A obsessão pela luta de classes

Baseado em clássico, Maurice traz romance gay em meio ao trânsito social na Inglaterra

Antonio Gonçalves Filho, O Estado de S.Paulo

23 de agosto de 2009 | 01h54

É uma cópia irretocável do melhor filme dirigido pela dupla James Ivory e Ismail Merchant, Maurice. Clássico da literatura inglesa, a obra de Edward Morgan Forster (1879-1970) só foi publicada um ano após a morte de seu autor, em 1971, apesar de ter sido escrita entre 1913 e 1914. Há duas razões para isso: Forster considerava que o leitor inglês não estava preparado para uma história de amor entre dois homens; o segundo motivo é que a homossexualidade foi considerada crime na Inglaterra até 1967 - até 1861, ela podia ser punida com a morte no país, pena depois reduzida para dois anos de cadeia.

Com tal ameaça, não causa espanto a associação entre homossexualidade e marginalidade no país de E.M. Forster, o célebre autor de Passagem para a Índia, ele mesmo homossexual, que explorou em seus romances o difícil trânsito interclassista na Inglaterra. Em Maurice, esse é um tema subjacente, mas não ausente. Os personagens principais são dois universitários de Oxford, Maurice Hall (James Wilby) e Clive Durham (Hugh Grant), que desenvolvem uma paixão platônica destinada a atravessar os muros da escola.

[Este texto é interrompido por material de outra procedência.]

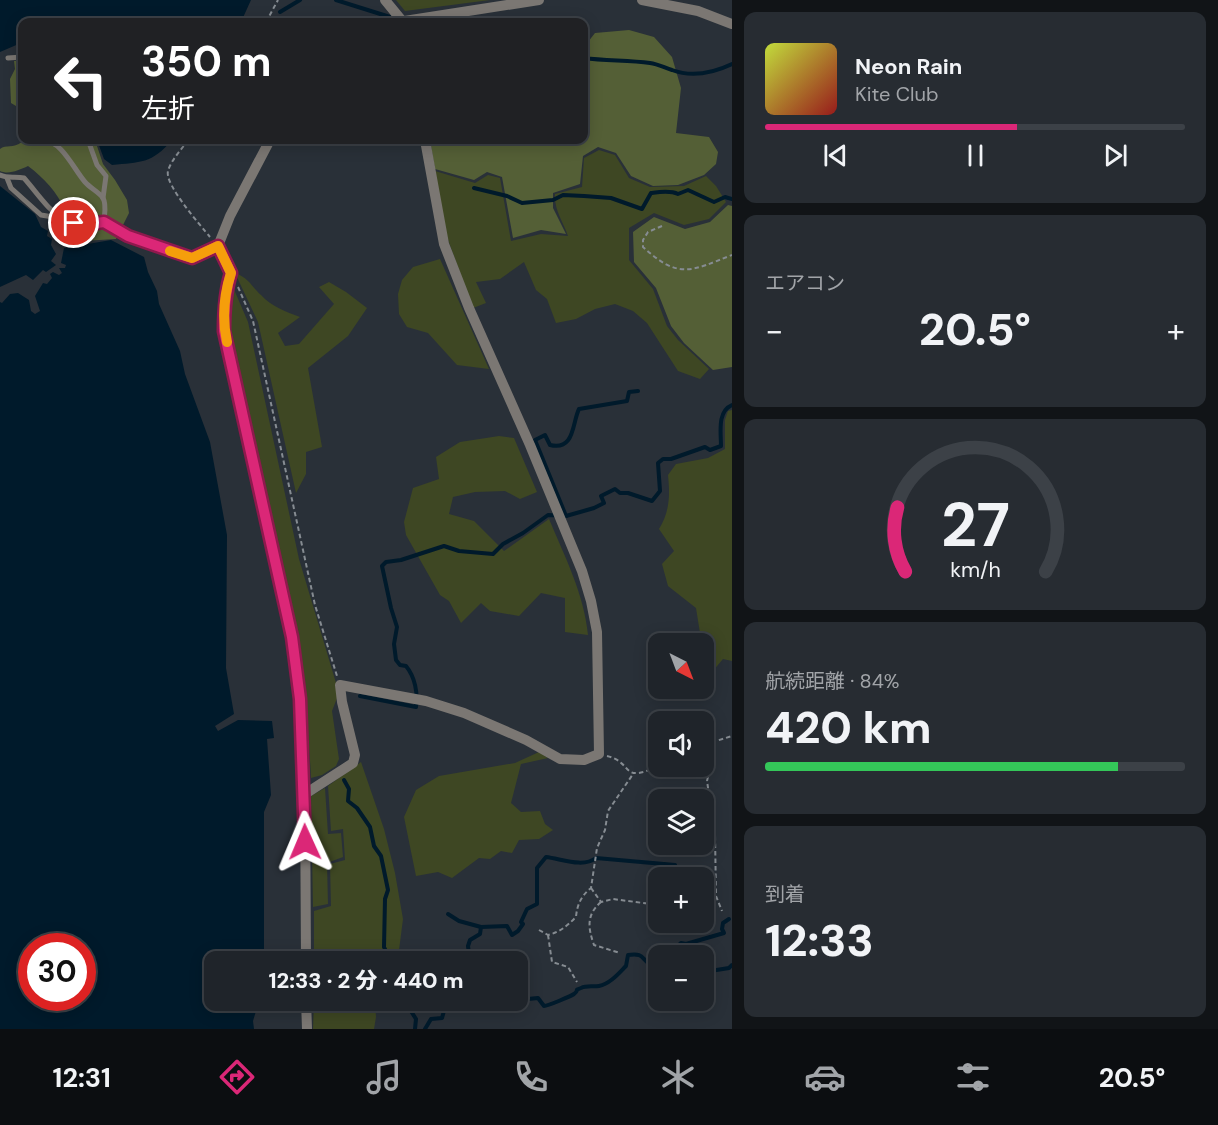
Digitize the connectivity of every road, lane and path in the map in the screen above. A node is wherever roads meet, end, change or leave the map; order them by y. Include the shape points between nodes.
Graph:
1 (278, 0) edge
2 (385, 0) edge
3 (538, 0) edge
4 (642, 0) edge
5 (268, 18) edge
6 (398, 18) edge
7 (426, 18) edge
8 (732, 24) edge
9 (18, 57) edge
10 (8, 58) dead end
11 (55, 144) edge
12 (89, 144) edge
13 (185, 144) edge
14 (268, 144) edge
15 (426, 144) edge
16 (0, 175) edge
17 (7, 178) junction
18 (103, 198) junction
19 (60, 218) junction
20 (104, 222) junction
21 (662, 226) dead end
22 (218, 246) junction
23 (732, 255) edge
24 (231, 273) junction
25 (340, 685) junction
26 (732, 736) edge
27 (714, 741) edge
28 (599, 754) junction
29 (648, 771) edge
30 (633, 774) junction
31 (708, 777) edge
32 (305, 794) junction
33 (591, 888) junction
34 (600, 902) junction
35 (648, 904) edge
36 (722, 910) dead end
37 (539, 930) dead end
38 (548, 935) junction
39 (306, 951) edge
40 (620, 953) dead end
41 (576, 982) dead end
42 (306, 1011) edge
43 (307, 1029) edge

1 - 5 path
2 - 6 street
3 - 7 street
4 - 8 street via 698,11
9 - 10 lane
11 - 18 lane
12 - 18 lane via 106,176
13 - 22 path via 167,176
14 - 22 street
15 - 28 street via 444,244 582,571 591,601 597,632
16 - 17 lane
17 - 19 lane via 11,188 41,215
17 - 19 lane via 24,178
18 - 20 lane
19 - 20 lane via 74,223
20 - 22 lane via 128,236 192,258
21 - 23 path via 648,232 642,240 643,247 668,265 696,269
22 - 24 street
24 - 25 path via 253,321 315,605
24 - 32 street via 225,296 224,331 292,637
25 - 28 street via 426,701 464,713 560,759 584,760
25 - 32 street via 355,755 353,764
26 - 27 path
28 - 30 path via 612,758
29 - 30 path
30 - 33 path via 608,811
31 - 36 path via 715,834 716,896
32 - 39 street
33 - 34 path
33 - 38 path via 584,893 576,917 565,928
34 - 35 path via 613,899
34 - 40 path via 590,916 589,932 594,945
37 - 38 path
38 - 41 path via 552,962 568,967
42 - 43 street

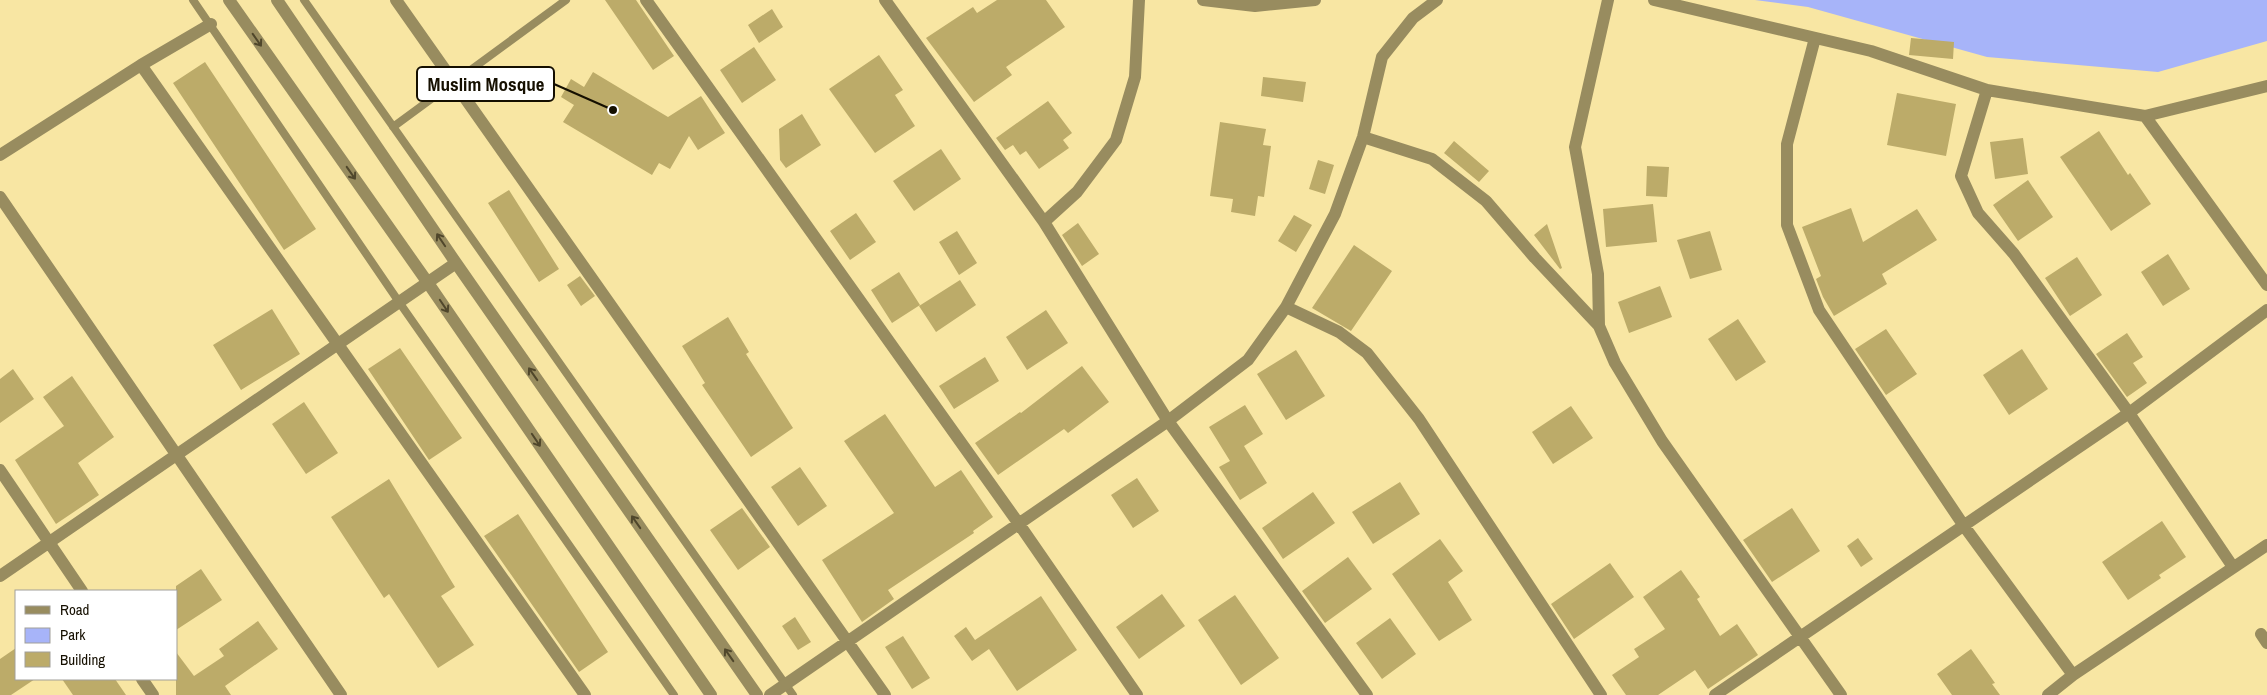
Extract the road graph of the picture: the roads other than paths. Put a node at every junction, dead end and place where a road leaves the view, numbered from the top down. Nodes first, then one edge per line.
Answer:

Maurice carrega a culpa ancestral de desejar outros homens, mas segue adiante. Clive, mais convencional, sublima a tendência e casa, para não perder sua posição social, uma vez que os homossexuais ingleses eram com frequência chantageados . Forster explora essa dicotomia entre natureza e cultura, fazendo com que Maurice, rejeitado por Clive, se apaixone pelo empregado do amigo. O comentário social da dupla Ivory-Merchant, que adaptou outra obra de Forster para o cinema (A Room with a View), vai além da paixão entre antípodas. Mostra como os ingleses sempre foram obcecados pela luta de classes, o que provavelmente dificulta a aceitação de uma relação simétrica entre dois homens que ousam quebrar as barreiras sociais.